Théoriquement, le fait que cette plante soit rare en Suède aurait dû faciliter le pistage d’origine de cet exemplaire mais, concrètement la tâche était impossible. Il n’existait ni registre à consulter, ni licences à examiner. Personne ne savait combien d’horticulteurs amateurs avaient pu procéder à l’importation aléatoire d’une plante aussi difficile- cela pouvait aller de quelques-uns jusqu’à des centaines de passionnés de fleurs qui avaient accès aux graines et aux plantes. N’importe quel jardinier avait pu les acheter à un confrère sans trace ni facture, ou par correspondance, ou à un jardin botanique n’importe où en Europe. Elle aurait même pu être introduite en Suède au retour d’un voyage en Australie. Autrement dit, identifier ces cultivateurs parmi les millions de Suèdois qui possèdent une petite serre ou un pot de fleurs sur un rebord de fenêtre était une tâche vouée à l’échec.
Elle n’était qu’un numéro dans la suite de fleurs mystificatrices qui arrivaient chaque année toujours dans une grosse enveloppe molletonnée le 1er Novembre. L’espèce changeait d’une année sur l’autre, mais c’étaient de belles fleurs, assez rares. Comme toujours, la fleur était pressée, soigneusement fixée sur du papier à dessin et encadrée sous verre au format 29×16.

Le mystère de ces fleurs n’avait jamais été communiqué aux médias et n’était connu que d’un cercle limité. Trois décennies plus tôt, l’arrivée annuelle de la fleur avait fait l’objet d’analyses- du laboratoire criminologique de l’Etat, d’experts en empreintes digitales et de graphologues, de criminologues patentés et d’un certain nombre de proches et amis du destinataire. À présent, les acteurs du drame n’étaient plus que trois : le vieux héros de la fête, le policier à la retraite et naturellement, l’individu inconnu qui avait envoyé le cadeau. Les deux premiers au moins, ayant atteint un âge plus que respectable, il était grand temps de se préparer à l’inéluctable, le cercle des initiés allait diminuer sous peu (…).

Pour le commissaire, l’affaire des fleurs séchées était une épine qui restait plantée- l’enquête frustrante toujours irrésolue à laquelle il avait sans conteste consacré le plus de temps. La situation était doublement saugrenue, puisque après des milliers d’heures de réflexion, en service autant que hors service, il n’était même pas sûr qu’il y ait eu crime.

L’auteur

Stieg Larsson est né en août 1954 en Suède. Mort prématurément d’une crise cardiaque en Novembre 2004, il reste reconnu pour son engagement contre l’extrême droite et le racisme. Stieg Larsson a commencé par la science-fiction. Très impliqué dans ce mouvement, il a publié dans des fanzines. Évoluant dans ce milieu, il finit par être président d’une grande association nordique de la science-fiction. Employé par une agence de presse, après un bref engagement politique, il se dirige vers le métier de rédacteur en chef d’une revue spécialisée dans l’observation des manifestations du racisme et de l’extrême droite suédoise. Il publie également des livres d’enquêtes sur ce sujet d’une part et sur le parti démocrate d’autre part. Peu de temps avant sa mort brutale, il livre à son éditeur les trois tomes d’une trilogie policière nommée Millénium.
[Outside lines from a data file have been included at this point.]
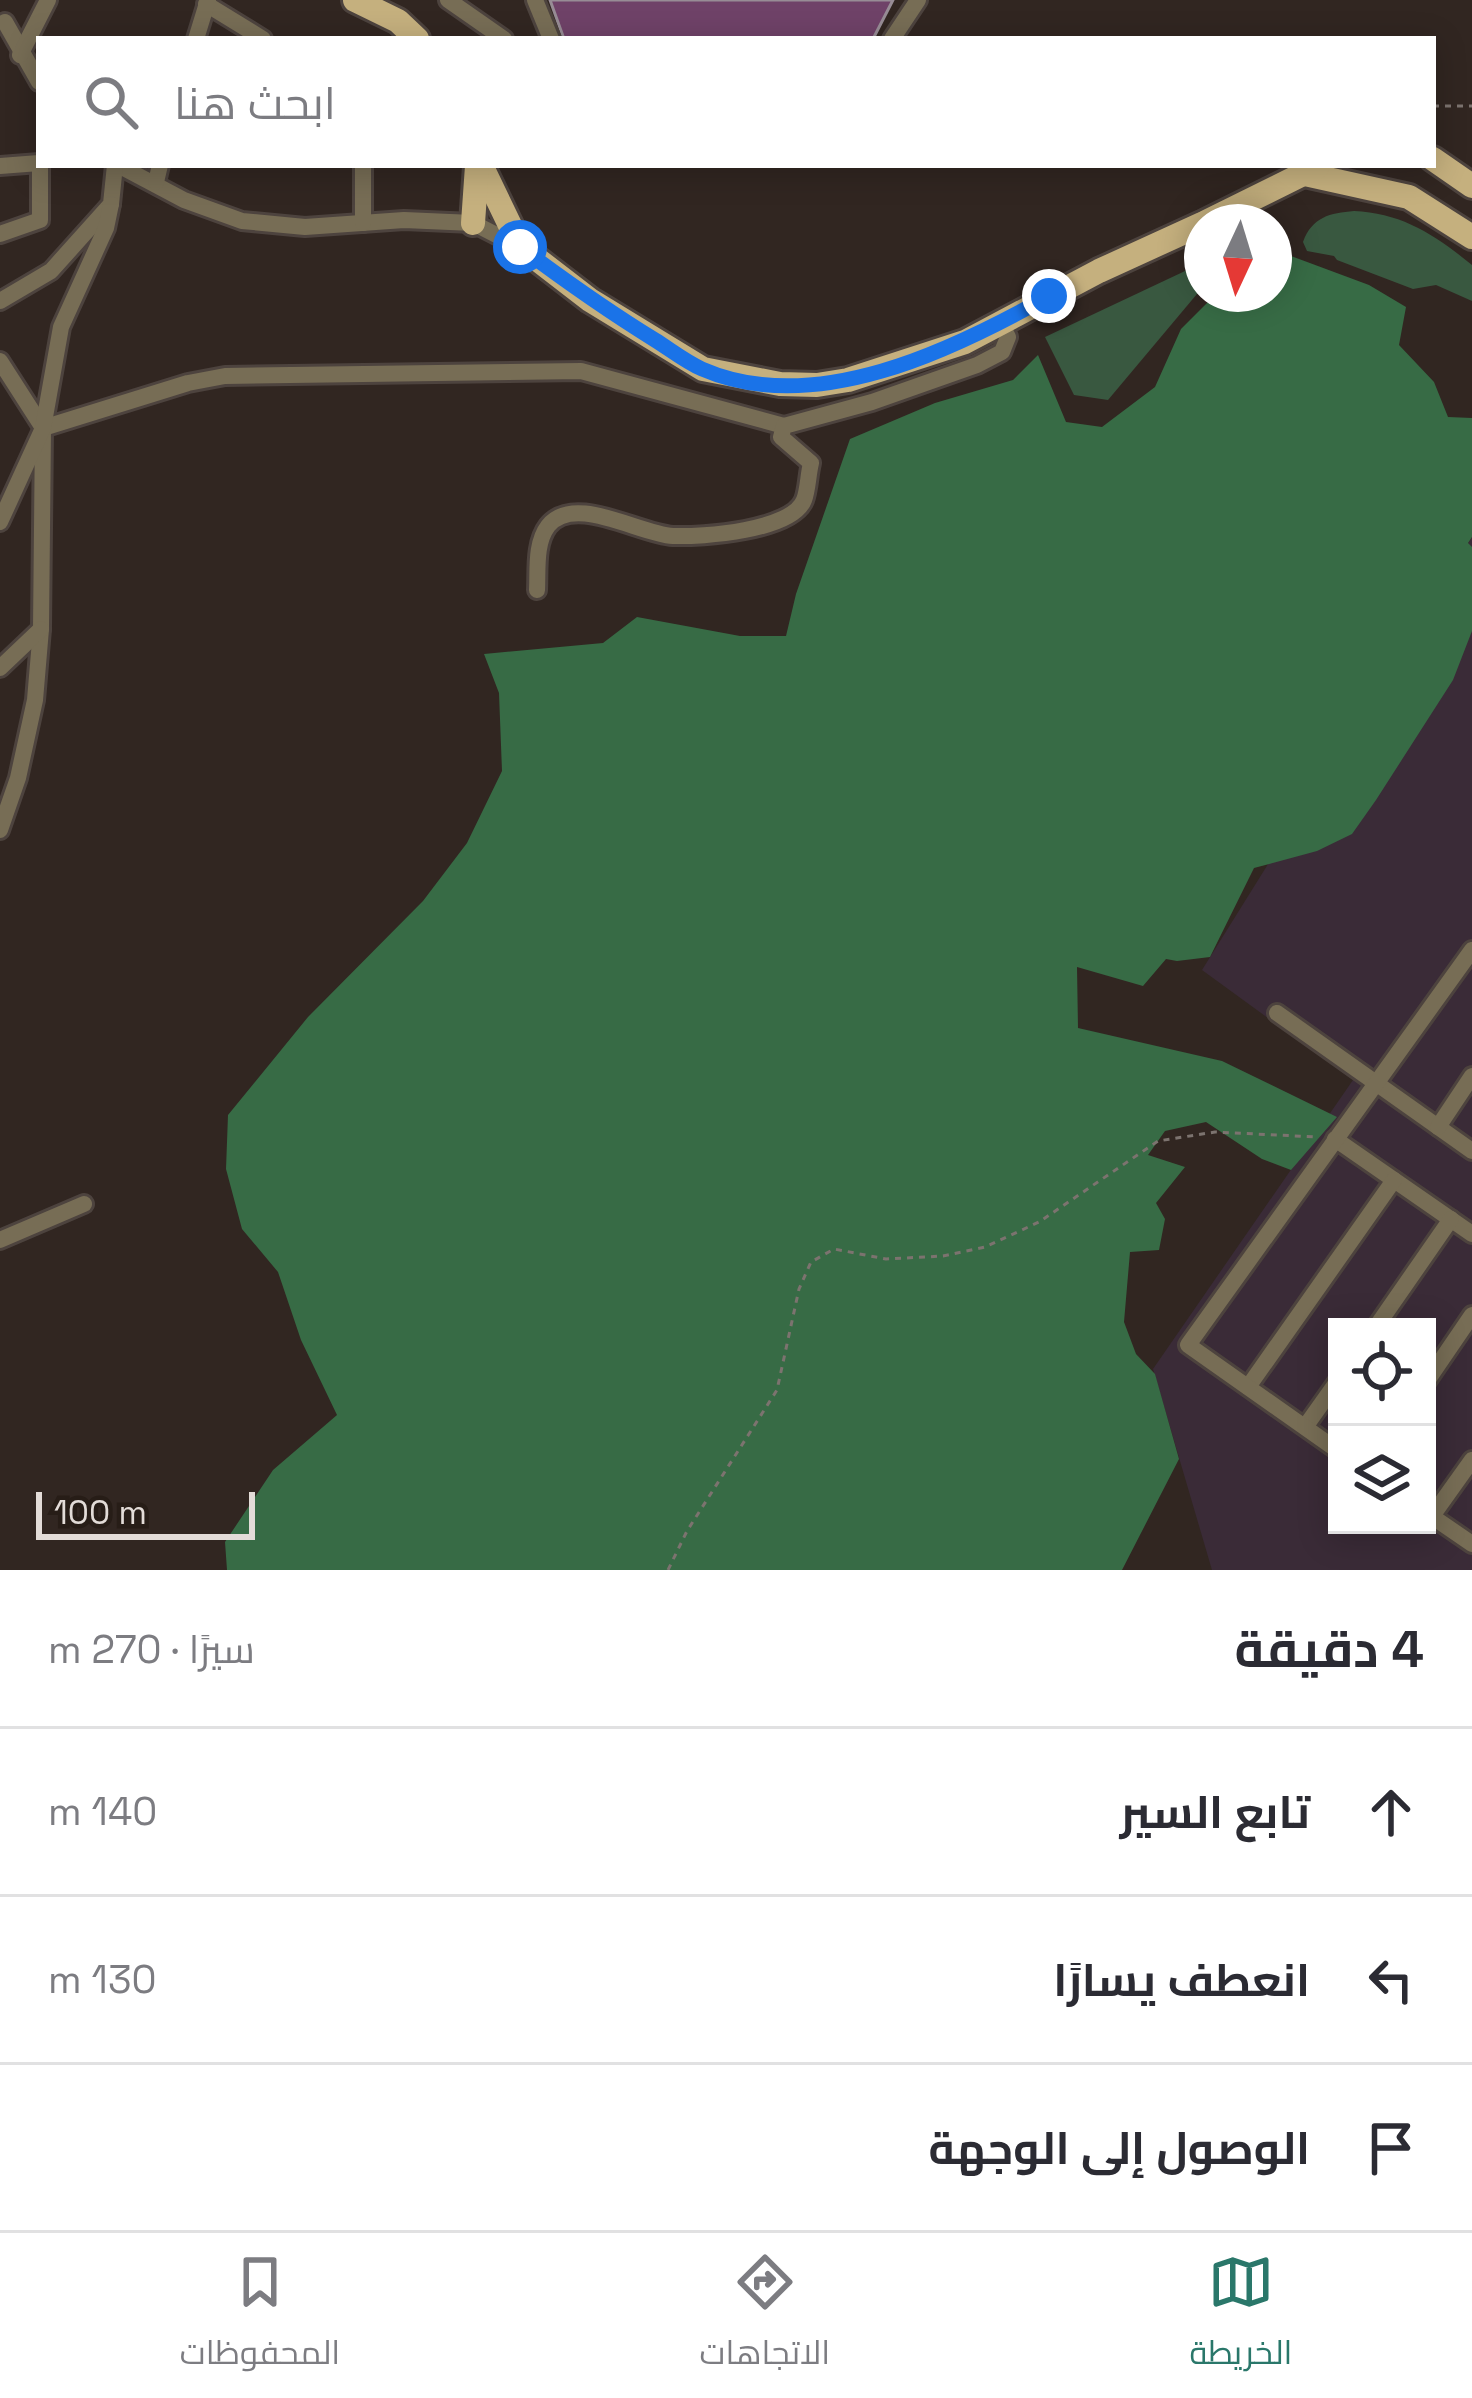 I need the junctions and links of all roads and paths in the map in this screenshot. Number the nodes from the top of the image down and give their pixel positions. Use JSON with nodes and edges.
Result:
{"nodes":[{"id":1,"x":47,"y":0,"type":"edge"},
{"id":2,"x":355,"y":0,"type":"edge"},
{"id":3,"x":448,"y":0,"type":"edge"},
{"id":4,"x":535,"y":0,"type":"edge"},
{"id":5,"x":918,"y":0,"type":"edge"},
{"id":6,"x":207,"y":2,"type":"edge"},
{"id":7,"x":3,"y":21,"type":"edge"},
{"id":8,"x":30,"y":36,"type":"junction"},
{"id":9,"x":197,"y":36,"type":"edge"},
{"id":10,"x":258,"y":36,"type":"edge"},
{"id":11,"x":414,"y":36,"type":"edge"},
{"id":12,"x":500,"y":36,"type":"edge"},
{"id":13,"x":550,"y":36,"type":"edge"},
{"id":14,"x":894,"y":36,"type":"edge"},
{"id":15,"x":20,"y":55,"type":"junction"},
{"id":16,"x":36,"y":78,"type":"edge"},
{"id":17,"x":1436,"y":106,"type":"edge"},
{"id":18,"x":1472,"y":106,"type":"edge"},
{"id":19,"x":1436,"y":161,"type":"edge"},
{"id":20,"x":36,"y":164,"type":"edge"},
{"id":21,"x":0,"y":166,"type":"edge"},
{"id":22,"x":40,"y":168,"type":"edge"},
{"id":23,"x":116,"y":168,"type":"edge"},
{"id":24,"x":362,"y":168,"type":"edge"},
{"id":25,"x":479,"y":168,"type":"edge"},
{"id":26,"x":480,"y":168,"type":"edge"},
{"id":27,"x":1313,"y":170,"type":"edge"},
{"id":28,"x":158,"y":174,"type":"edge"},
{"id":29,"x":1472,"y":186,"type":"edge"},
{"id":30,"x":1243,"y":204,"type":"edge"},
{"id":31,"x":111,"y":205,"type":"junction"},
{"id":32,"x":363,"y":223,"type":"junction"},
{"id":33,"x":473,"y":223,"type":"junction"},
{"id":34,"x":1184,"y":232,"type":"edge"},
{"id":35,"x":0,"y":234,"type":"edge"},
{"id":36,"x":1472,"y":237,"type":"edge"},
{"id":37,"x":520,"y":247,"type":"junction"},
{"id":38,"x":0,"y":301,"type":"edge"},
{"id":39,"x":1001,"y":323,"type":"junction"},
{"id":40,"x":0,"y":361,"type":"edge"},
{"id":41,"x":784,"y":426,"type":"junction"},
{"id":42,"x":43,"y":428,"type":"junction"},
{"id":43,"x":6,"y":499,"type":"edge"},
{"id":44,"x":0,"y":522,"type":"edge"},
{"id":45,"x":537,"y":590,"type":"dead end"},
{"id":46,"x":41,"y":629,"type":"junction"},
{"id":47,"x":0,"y":668,"type":"edge"},
{"id":48,"x":0,"y":830,"type":"edge"},
{"id":49,"x":1472,"y":950,"type":"edge"},
{"id":50,"x":1277,"y":1013,"type":"dead end"},
{"id":51,"x":1472,"y":1076,"type":"edge"},
{"id":52,"x":1376,"y":1083,"type":"junction"},
{"id":53,"x":1438,"y":1127,"type":"junction"},
{"id":54,"x":1335,"y":1139,"type":"junction"},
{"id":55,"x":1472,"y":1151,"type":"edge"},
{"id":56,"x":1394,"y":1180,"type":"junction"},
{"id":57,"x":85,"y":1204,"type":"dead end"},
{"id":58,"x":1451,"y":1219,"type":"junction"},
{"id":59,"x":1472,"y":1234,"type":"edge"},
{"id":60,"x":0,"y":1240,"type":"edge"},
{"id":61,"x":1472,"y":1315,"type":"edge"},
{"id":62,"x":1382,"y":1318,"type":"edge"},
{"id":63,"x":1436,"y":1369,"type":"edge"},
{"id":64,"x":1248,"y":1387,"type":"junction"},
{"id":65,"x":1328,"y":1395,"type":"edge"},
{"id":66,"x":1305,"y":1427,"type":"junction"},
{"id":67,"x":1328,"y":1444,"type":"edge"},
{"id":68,"x":1472,"y":1460,"type":"edge"},
{"id":69,"x":1436,"y":1506,"type":"edge"},
{"id":70,"x":1436,"y":1520,"type":"edge"},
{"id":71,"x":1472,"y":1544,"type":"edge"},
{"id":72,"x":668,"y":1570,"type":"edge"}],
"edges":[{"from":1,"to":8,"type":"street"},
{"from":2,"to":11,"type":"main road"},
{"from":3,"to":12,"type":"street"},
{"from":4,"to":13,"type":"street"},
{"from":5,"to":14,"type":"street"},
{"from":6,"to":9,"type":"street"},
{"from":6,"to":10,"type":"street"},
{"from":7,"to":8,"type":"street"},
{"from":7,"to":15,"type":"street"},
{"from":8,"to":15,"type":"street"},
{"from":15,"to":16,"type":"street"},
{"from":17,"to":18,"type":"path"},
{"from":19,"to":29,"type":"main road"},
{"from":20,"to":21,"type":"street"},
{"from":22,"to":35,"type":"street"},
{"from":23,"to":31,"type":"street"},
{"from":24,"to":32,"type":"street"},
{"from":25,"to":33,"type":"main road"},
{"from":26,"to":37,"type":"main road"},
{"from":27,"to":30,"type":"main road"},
{"from":27,"to":36,"type":"main road"},
{"from":28,"to":32,"type":"street"},
{"from":31,"to":38,"type":"street"},
{"from":31,"to":42,"type":"street"},
{"from":32,"to":33,"type":"street"},
{"from":33,"to":37,"type":"street"},
{"from":34,"to":39,"type":"main road"},
{"from":37,"to":39,"type":"main road"},
{"from":39,"to":41,"type":"street"},
{"from":40,"to":42,"type":"street"},
{"from":41,"to":42,"type":"street"},
{"from":41,"to":45,"type":"street"},
{"from":42,"to":43,"type":"street"},
{"from":42,"to":46,"type":"street"},
{"from":43,"to":44,"type":"street"},
{"from":46,"to":47,"type":"street"},
{"from":46,"to":48,"type":"street"},
{"from":49,"to":52,"type":"street"},
{"from":50,"to":52,"type":"street"},
{"from":51,"to":53,"type":"street"},
{"from":52,"to":53,"type":"street"},
{"from":52,"to":54,"type":"street"},
{"from":53,"to":55,"type":"street"},
{"from":54,"to":56,"type":"street"},
{"from":54,"to":64,"type":"street"},
{"from":54,"to":72,"type":"path"},
{"from":56,"to":58,"type":"street"},
{"from":56,"to":64,"type":"street"},
{"from":57,"to":60,"type":"street"},
{"from":58,"to":59,"type":"street"},
{"from":58,"to":62,"type":"street"},
{"from":61,"to":63,"type":"street"},
{"from":64,"to":66,"type":"street"},
{"from":65,"to":66,"type":"street"},
{"from":66,"to":67,"type":"street"},
{"from":68,"to":69,"type":"street"},
{"from":70,"to":71,"type":"street"}]} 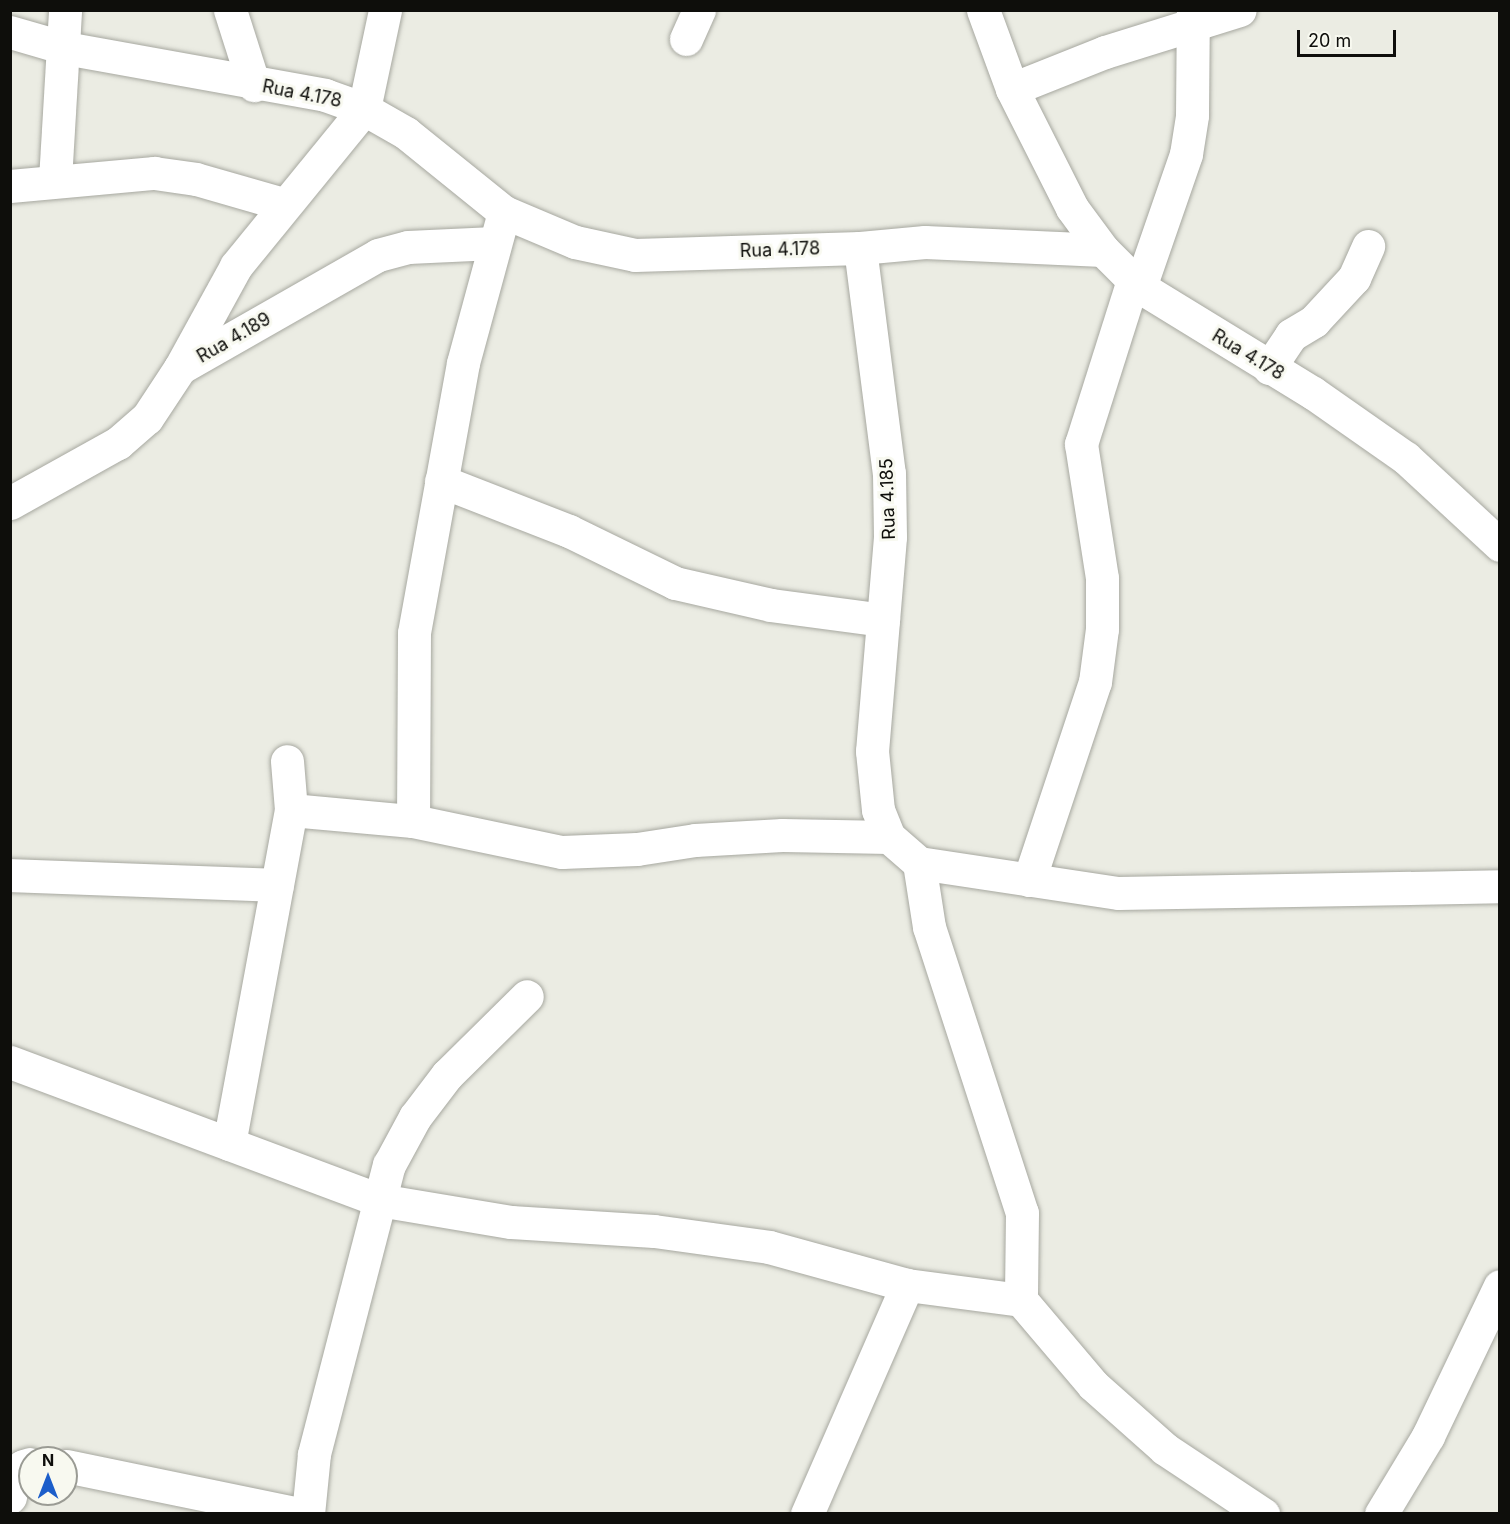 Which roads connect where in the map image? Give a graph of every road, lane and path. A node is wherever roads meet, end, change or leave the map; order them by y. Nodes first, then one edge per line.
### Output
1 (65, 10) edge
2 (230, 10) edge
3 (385, 10) edge
4 (983, 10) edge
5 (1240, 10) edge
6 (1192, 19) edge
7 (10, 32) edge
8 (65, 48) junction
9 (254, 85) junction
10 (1012, 89) junction
11 (364, 109) junction
12 (55, 180) junction
13 (10, 186) edge
14 (283, 204) junction
15 (499, 228) junction
16 (1368, 246) dead end
17 (860, 248) junction
18 (1103, 250) junction
19 (1137, 284) junction
20 (180, 368) junction
21 (1269, 368) junction
22 (441, 481) junction
23 (10, 503) edge
24 (1500, 545) edge
25 (883, 620) junction
26 (287, 761) dead end
27 (291, 810) junction
28 (413, 821) junction
29 (889, 837) junction
30 (919, 863) junction
31 (10, 875) edge
32 (1029, 880) junction
33 (277, 885) junction
34 (1500, 886) edge
35 (527, 996) dead end
36 (10, 1062) edge
37 (230, 1144) junction
38 (379, 1200) junction
39 (907, 1285) junction
40 (1500, 1286) edge
41 (1021, 1300) junction
42 (78, 1468) edge
43 (18, 1473) edge
44 (10, 1497) edge
45 (300, 1514) edge
46 (308, 1514) edge
47 (807, 1514) edge
48 (1263, 1514) edge
49 (1381, 1514) edge

1 - 8 street
2 - 9 street
3 - 11 street
4 - 10 street
5 - 6 street
6 - 10 street
6 - 19 street
7 - 8 street, Rua 4.178
8 - 9 street, Rua 4.178
8 - 12 street
9 - 11 street, Rua 4.178
10 - 18 street
11 - 14 street
11 - 15 street, Rua 4.178
12 - 13 street
12 - 14 street
14 - 20 street
15 - 17 street, Rua 4.178
15 - 20 street, Rua 4.189
15 - 22 street
16 - 21 street
17 - 18 street, Rua 4.178
17 - 25 street, Rua 4.185
18 - 19 street, Rua 4.178
19 - 21 street, Rua 4.178
19 - 32 street
20 - 23 street, Rua 4.189
21 - 24 street, Rua 4.178
22 - 25 street
22 - 28 street
25 - 29 street, Rua 4.185
26 - 27 street
27 - 28 street
27 - 33 street
28 - 29 street
29 - 30 street
30 - 32 street
30 - 41 street
31 - 33 street
32 - 34 street
33 - 37 street
35 - 38 street
36 - 37 street
37 - 38 street
38 - 39 street
38 - 46 street
39 - 41 street
39 - 47 street
40 - 49 street
41 - 48 street
42 - 45 street
43 - 44 street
Pas de lien ici pour cet auteur. Ils sont nombreux sur le net…. mais souvent en suédois.

Les hommes qui n’aimaient pas les femmes de Stieg Larsson
date de parution : 2006
éditeur : Actes Sud
nombre de pages : 575
prix : 22,80€


Un commentaire pour “Millenium 1 - Les hommes qui n’aimaient pas les femmes de Stieg Larsson”  

  1. 1 ReiXou

    Il est déjà sur ma table de chevet, j’attaque ça cette semaine.